Faccio le prime curve cercando di essere il più leggero possibile: per fortuna
la neve è facile: un leggero strato di neve marcia sopra un fondo duro. Senza
troppe sofferenze arrivo in un attimo alla porta Kempel. Qui è più stretto e più
ripido e si vede un grosso accumulo di neve vecchia e dura. Uso sempre la
tecnica di scendere in mezzo al gruppo: cosi mi rompono eventuali croste e mi
evidenziano sassi o altre sorprese. Il canale è così bello che mi dimentico il
ginocchio e scendo sempre più disinvolto finchè si allarga in un
pendio di polvere così perfetta che, anche quasi con una gamba sola, è una sciata
fantastica. Incontriamo un veneziano che si è faticosamente tracciato da solo
tutto il pendio pregustando la fantastica discesa vergine: deve essere stato un
duro colpo per il povero diavolo veder spuntare dall’alto ben 15 sciatori che
gli arano tutto il canale, in un giorno lavorativo, in un posto dove, forse,
non se ne vedono così tanti in tutta la stagione.
La discesa prosegue così bella che dimentico il male e me la
godo tutta sciando come se fossi perfetto. Più in basso la neve si fa sempre
più pesante ma, con una sciata più conservativa e qualche pausa più del solito,
scendo ancora dignitosamente . Nei pressi della baita Lanzola la neve si fa
pesantissima e i numerosi arbusti costringono a traiettorie più precise e più
dolorose. Dopo una pausa alla baita affrontiamo il tratto di bosco prima della
forestale, il tratto che in salita mi era sembrato più problematico: c’è meno
neve pesante e quindi scendo meglio del previsto. Uno della compagnia rompe a
metà un Movement Bond X in carbonio, la versione successiva ai miei. Se succede
anche a me chiamo l’elicottero: non ce la farei
a sprofondare fino alla forestale… Quando vedo la strada capisco che
ce l’ho fatta. Scivolo tranquillo verso valle. Solo quando devo togliere gli
sci per attraversare un pezzo senza neve mi rendo conto che il ginocchio è
messo molto peggio del solito. Arrivo al furgone felice per l’ultima grande
sciata ma molto preoccupato per le mie future possibilità di sciare. Che senso
ha vivere in inverno a Trento se non puoi scivolare sulla neve? Che sia arrivato
il momento di trasferirsi in un posto
caldo dove si può andare in bici tutto l’anno? Mentre bevo la birra guardo i
compagni di gita con la paura di non poter condividere più una giornata del
genere.
Comunque, se fine sarà, ho finito alla grande!
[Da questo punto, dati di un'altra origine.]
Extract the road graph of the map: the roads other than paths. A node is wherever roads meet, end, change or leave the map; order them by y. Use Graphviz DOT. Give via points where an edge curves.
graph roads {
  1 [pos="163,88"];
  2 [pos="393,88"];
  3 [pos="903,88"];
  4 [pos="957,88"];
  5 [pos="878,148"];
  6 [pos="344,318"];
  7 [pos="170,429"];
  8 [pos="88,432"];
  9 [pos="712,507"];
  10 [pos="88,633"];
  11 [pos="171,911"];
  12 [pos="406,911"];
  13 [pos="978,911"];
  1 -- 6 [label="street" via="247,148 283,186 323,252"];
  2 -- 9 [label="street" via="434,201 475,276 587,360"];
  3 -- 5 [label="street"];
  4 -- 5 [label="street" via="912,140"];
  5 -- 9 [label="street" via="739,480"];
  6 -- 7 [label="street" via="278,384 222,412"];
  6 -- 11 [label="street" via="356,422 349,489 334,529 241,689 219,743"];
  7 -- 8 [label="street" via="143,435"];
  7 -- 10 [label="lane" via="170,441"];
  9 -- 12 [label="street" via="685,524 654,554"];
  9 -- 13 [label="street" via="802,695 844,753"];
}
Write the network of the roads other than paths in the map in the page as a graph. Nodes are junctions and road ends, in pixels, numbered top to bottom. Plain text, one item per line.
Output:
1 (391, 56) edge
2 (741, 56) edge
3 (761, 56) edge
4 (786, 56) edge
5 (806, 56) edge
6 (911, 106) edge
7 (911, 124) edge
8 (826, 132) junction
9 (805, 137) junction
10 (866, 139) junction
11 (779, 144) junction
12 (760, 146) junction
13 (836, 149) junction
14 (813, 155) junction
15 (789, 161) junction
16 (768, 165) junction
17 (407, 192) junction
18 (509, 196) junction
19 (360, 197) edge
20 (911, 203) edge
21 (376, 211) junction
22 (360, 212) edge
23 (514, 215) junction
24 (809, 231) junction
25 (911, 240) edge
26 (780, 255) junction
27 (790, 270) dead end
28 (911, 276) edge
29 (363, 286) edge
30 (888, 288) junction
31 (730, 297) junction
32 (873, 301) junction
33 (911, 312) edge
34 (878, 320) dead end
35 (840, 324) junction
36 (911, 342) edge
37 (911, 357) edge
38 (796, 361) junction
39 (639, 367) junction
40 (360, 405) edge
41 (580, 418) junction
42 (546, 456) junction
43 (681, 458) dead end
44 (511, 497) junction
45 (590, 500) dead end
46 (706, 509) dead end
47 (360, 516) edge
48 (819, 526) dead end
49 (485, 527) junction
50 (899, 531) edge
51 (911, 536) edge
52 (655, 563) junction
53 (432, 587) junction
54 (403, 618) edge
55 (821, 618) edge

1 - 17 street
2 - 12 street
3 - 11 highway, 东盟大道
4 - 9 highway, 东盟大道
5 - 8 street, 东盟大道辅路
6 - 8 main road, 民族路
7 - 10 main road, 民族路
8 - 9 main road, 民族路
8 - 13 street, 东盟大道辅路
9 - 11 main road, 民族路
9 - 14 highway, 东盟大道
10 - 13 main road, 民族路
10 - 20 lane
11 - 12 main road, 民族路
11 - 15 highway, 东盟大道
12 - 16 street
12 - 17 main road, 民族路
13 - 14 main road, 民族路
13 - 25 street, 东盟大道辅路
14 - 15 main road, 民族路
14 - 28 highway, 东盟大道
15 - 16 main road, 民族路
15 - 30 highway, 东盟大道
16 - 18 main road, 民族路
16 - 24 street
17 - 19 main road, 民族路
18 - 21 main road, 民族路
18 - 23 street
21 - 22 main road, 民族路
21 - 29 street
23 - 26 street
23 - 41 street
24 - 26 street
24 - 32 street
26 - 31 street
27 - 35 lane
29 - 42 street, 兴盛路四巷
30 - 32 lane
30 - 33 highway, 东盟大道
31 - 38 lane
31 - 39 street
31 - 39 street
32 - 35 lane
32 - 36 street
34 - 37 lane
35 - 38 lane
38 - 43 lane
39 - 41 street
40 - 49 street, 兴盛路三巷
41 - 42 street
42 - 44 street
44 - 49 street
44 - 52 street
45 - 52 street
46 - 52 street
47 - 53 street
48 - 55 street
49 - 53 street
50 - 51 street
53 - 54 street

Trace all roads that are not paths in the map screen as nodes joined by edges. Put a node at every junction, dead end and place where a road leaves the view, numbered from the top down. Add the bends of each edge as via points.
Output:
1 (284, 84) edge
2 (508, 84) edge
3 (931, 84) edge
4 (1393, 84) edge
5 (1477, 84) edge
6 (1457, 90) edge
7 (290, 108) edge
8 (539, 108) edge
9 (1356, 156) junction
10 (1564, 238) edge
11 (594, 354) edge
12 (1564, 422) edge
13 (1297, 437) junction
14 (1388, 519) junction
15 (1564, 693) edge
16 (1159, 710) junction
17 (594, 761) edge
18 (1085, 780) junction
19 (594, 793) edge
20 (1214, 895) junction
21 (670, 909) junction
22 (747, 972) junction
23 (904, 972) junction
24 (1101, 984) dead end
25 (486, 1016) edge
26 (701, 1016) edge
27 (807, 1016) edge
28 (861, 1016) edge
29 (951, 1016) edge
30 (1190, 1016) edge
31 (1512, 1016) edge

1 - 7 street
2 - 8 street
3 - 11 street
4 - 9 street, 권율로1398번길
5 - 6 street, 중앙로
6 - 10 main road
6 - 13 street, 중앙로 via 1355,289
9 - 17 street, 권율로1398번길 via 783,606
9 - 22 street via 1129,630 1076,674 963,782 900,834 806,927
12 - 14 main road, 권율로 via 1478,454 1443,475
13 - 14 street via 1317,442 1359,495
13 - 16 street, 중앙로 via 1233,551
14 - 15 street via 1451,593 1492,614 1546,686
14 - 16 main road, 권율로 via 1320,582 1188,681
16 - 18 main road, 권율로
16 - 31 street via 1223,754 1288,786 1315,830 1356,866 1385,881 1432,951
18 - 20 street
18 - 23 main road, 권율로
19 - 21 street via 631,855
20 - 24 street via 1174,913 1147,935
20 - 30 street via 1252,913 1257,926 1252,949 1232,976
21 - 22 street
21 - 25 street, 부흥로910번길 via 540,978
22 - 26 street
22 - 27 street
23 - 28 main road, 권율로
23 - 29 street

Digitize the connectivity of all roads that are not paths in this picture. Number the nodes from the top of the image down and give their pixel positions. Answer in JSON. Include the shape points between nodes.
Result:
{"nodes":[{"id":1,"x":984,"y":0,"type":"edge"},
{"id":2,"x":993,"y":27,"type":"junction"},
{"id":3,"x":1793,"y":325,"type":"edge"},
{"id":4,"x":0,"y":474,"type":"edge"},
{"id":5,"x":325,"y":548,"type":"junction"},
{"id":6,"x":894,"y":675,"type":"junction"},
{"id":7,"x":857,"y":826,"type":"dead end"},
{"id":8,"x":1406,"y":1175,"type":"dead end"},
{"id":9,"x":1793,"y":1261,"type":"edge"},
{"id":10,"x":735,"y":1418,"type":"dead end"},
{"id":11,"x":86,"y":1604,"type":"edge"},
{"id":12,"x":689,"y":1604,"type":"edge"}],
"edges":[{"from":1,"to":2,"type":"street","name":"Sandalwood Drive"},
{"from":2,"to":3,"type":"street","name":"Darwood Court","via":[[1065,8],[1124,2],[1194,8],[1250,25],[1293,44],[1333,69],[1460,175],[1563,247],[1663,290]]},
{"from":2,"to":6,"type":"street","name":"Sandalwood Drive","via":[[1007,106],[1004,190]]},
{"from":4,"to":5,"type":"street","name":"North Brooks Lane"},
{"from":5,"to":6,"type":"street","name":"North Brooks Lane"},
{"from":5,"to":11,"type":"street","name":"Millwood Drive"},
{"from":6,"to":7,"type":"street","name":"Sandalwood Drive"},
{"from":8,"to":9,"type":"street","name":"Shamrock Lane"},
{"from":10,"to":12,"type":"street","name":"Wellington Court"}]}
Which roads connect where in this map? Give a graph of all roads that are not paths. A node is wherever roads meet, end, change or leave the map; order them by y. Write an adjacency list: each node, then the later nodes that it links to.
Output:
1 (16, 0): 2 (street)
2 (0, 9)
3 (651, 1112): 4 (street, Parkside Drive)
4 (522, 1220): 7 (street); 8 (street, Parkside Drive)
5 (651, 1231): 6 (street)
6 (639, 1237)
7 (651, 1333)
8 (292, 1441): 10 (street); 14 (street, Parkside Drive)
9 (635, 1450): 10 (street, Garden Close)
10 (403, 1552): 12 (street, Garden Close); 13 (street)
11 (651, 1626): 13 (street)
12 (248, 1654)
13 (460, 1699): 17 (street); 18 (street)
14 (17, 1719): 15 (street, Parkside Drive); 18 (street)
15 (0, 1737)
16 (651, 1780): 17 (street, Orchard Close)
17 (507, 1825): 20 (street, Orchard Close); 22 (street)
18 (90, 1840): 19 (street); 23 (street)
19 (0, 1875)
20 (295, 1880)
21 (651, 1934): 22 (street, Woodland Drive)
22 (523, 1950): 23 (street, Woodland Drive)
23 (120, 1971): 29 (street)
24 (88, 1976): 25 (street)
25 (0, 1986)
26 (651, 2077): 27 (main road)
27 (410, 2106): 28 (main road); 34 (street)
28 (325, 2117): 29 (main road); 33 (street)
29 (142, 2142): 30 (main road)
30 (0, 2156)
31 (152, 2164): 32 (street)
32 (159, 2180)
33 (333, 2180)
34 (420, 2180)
P.S. Dopo una notte di sogni di stampelle, sedie a rotelle e
truculente operazioni al ginocchio, prima l’ortopedico e poi l’osteopata mi
hanno tranquillizzato: una banale infiammazione di un legamento.
Mi hanno condannato a “soli” 20 giorni di riposo (avevo
paura dell’ergastolo).
Adesso devo solo aspettare, scontare la pena, e sperare che
abbiano ragione.
Partenza a quota 870 dall'Hotel Legno: qualche metti e togli gli sci sulla lunga forestale di accesso al canale ma, vista l'annata, meglio di ogni aspettativa.
Baita Lanzola
Salita dalla val Lanzoletta
Arrivo a porta Renzola: dal mare di nubi emerge la punta del Verena
Creste del Mandriolo e cima vezzena
La Pala del Portule: noi scenderemo dal versante opposto
Verso Cima 12
Salita molto faticosa per il gran caldo e per uno zoccolo enorme.
Porta trentina
Discesa dal vallone del Kempel
Fin qui polvere fantastica: poi sempre più pesante.
Un Movement Bond X in carbonio del 2014 si spezza a metà: crolla un mito.
Dal basso la porta trentina da dove siamo scesi.